Tenemos aquí una segunda figuración de lo UnHeimlich: la de la “normalidad” de una espera paciente que conduce a la muerte. Podríamos haber citado muchos otros textos que ilustran ese drama de la espera inútil: ahí está Esperando a Godot de Samuel Beckett, o El Desierto de los tártaros de Dino Buzzatti. El cuento de Kafka, además de la contundencia de su brevedad, tiene la ventaja de que el objeto de deseo, el motivo de la espera, no está eternamente ausente como en Beckett y en Buzzatti: al contrario, es una presencia física, masiva, material, que está perfectamente al alcance de la mano. Es solo el sometimiento del campesino al Poder lo que impide que el contacto se realice. El efecto de lo siniestro-familiar es precisamente ese: la cercanía del edificio, el portón acogedoramente abierto, son lo mismo que aplasta y finalmente mata al paciente trabajador.
Permítanme ahora correrme de la ficción y hacer un poco de historia, sin ninguna sorpresa, ya que se trata de cosas muy conocidas. En enero del año 1933, en Alemania, la mayoría del pueblo, entusiasmada por lo que se les aparecía como una inédita novedad, eligieron como Canciller (en ese entonces la máxima autoridad institucional del Reich) a un personaje grotescamente payasesco, ex cabo del ejército, pintor de tercera categoría, grosero y gritón, pero que prometía una radical refundación nacional que produciría un mileinio, perdón, un milenio de felicidad teutónica. Bien; a las pocas semanas de gobierno ya era completamente claro que la política del obsceno aullador solo podía conducir, a la corta o a la larga, a la catástrofe. Sin embargo, tanto aquellos que lo sostenían con convicción, como aquellos que lo habían votado quizá con reservas, pero con grandes esperanzas, esgrimieron básicamente dos argumentos para no cuestionar activamente su poder despótico: primero, que el Führer había sido consagrado mediante elecciones irreprochablemente legales y formalmente democráticas; segundo, que el gobierno aún llevaba poco de andar, que había que darle tiempo, tener paciencia, esperar.
No necesito aclarar que al menos los sectores más instruidos del pueblo alemán conocían algo de la obra de Freud, y ni qué hablar de la literatura de Kafka. De ambos, tanto como de la historia, podían haber aprendido algo sobre el funcionamiento de lo UnHeimlich. Por ejemplo, que décadas de democracia no son garantía alguna para evitar el retorno del Terror que habíamos creído poder sepultar tan solo por el recurso instrumental a la Ley, puesto que a veces es justamente ese recurso, abstraído de las circunstancias sociales y políticas concretas, el que puede producir la Repetición disfrazada de Novedad.
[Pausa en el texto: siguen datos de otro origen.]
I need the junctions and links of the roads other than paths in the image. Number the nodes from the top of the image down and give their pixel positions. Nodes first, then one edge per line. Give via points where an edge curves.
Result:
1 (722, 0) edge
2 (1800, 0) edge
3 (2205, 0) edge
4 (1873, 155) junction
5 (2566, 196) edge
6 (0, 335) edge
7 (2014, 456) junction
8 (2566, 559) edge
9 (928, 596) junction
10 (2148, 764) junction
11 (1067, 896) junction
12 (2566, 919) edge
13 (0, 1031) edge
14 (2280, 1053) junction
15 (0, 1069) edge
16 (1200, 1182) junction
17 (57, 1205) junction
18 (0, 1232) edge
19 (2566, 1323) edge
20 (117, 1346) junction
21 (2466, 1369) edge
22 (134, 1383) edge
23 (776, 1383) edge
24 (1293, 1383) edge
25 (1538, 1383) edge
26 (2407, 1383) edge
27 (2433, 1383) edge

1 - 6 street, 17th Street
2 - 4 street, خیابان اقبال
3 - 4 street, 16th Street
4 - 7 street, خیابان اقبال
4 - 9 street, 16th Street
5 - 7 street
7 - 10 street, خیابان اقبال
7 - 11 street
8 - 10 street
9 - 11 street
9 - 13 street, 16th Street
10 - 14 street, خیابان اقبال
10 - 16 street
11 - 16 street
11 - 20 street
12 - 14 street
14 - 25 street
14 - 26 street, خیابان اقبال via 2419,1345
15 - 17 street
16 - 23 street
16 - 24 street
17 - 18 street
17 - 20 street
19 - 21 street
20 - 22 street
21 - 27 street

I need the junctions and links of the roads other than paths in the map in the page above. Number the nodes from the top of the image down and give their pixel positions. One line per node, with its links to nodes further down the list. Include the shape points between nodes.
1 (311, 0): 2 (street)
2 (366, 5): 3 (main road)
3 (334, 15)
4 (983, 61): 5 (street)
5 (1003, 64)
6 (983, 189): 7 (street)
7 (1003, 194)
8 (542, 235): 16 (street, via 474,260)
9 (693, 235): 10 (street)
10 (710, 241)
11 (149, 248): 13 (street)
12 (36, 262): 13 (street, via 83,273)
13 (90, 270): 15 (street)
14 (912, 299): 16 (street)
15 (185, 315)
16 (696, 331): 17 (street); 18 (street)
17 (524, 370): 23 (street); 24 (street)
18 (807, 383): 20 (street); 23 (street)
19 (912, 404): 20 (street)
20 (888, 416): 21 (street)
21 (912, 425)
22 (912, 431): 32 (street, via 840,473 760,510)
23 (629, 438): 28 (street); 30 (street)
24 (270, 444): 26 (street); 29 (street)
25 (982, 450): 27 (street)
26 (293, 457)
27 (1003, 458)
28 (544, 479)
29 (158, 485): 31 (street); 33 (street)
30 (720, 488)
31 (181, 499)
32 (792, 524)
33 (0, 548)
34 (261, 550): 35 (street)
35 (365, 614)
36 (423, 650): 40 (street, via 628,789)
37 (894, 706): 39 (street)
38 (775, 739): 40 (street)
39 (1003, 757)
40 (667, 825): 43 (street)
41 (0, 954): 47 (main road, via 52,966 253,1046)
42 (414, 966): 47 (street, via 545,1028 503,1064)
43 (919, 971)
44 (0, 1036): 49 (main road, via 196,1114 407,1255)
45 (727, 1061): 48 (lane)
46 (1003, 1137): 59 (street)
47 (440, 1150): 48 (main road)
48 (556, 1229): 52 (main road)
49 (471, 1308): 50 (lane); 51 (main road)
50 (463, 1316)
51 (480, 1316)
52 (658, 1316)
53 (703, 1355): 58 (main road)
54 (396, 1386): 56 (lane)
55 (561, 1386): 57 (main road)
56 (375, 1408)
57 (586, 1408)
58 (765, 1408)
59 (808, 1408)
Como si hubiéramos olvidado aquello de que todo documento de cultura lo es también de barbarie, o que, en la sociedad de clases, para citar a un amigo, la lógica de la Ley es menos neutral que un fusil.
Y del campesino kafkiano podían haber aprendido que la resignación paciente, la esperanzada espera para que finalmente el Poder nos entreabra alguna puerta para reclamar nuestros derechos, es una actitud que solo puede conducir a la Muerte, a la que por supuesto basta esperarla. Un final que el campesino podía haber evitado con un poco menos de sometimiento a la Ley vigente y un poco más de resolución para refundar la Ley si fuera necesario, y con un poco más de impaciencia, al menos la suficiente como para juntarse con una multitud de otros campesinos que, haciendo caso omiso del guardián, abrieran la puerta a patadas, y no se limitaran a reclamar, sino a reapropiarse de sus derechos secuestrados.
——————————————————————————–
*Sociólogo, ensayista y crítico cultural. Doctor en Ciencias Sociales de la UBA.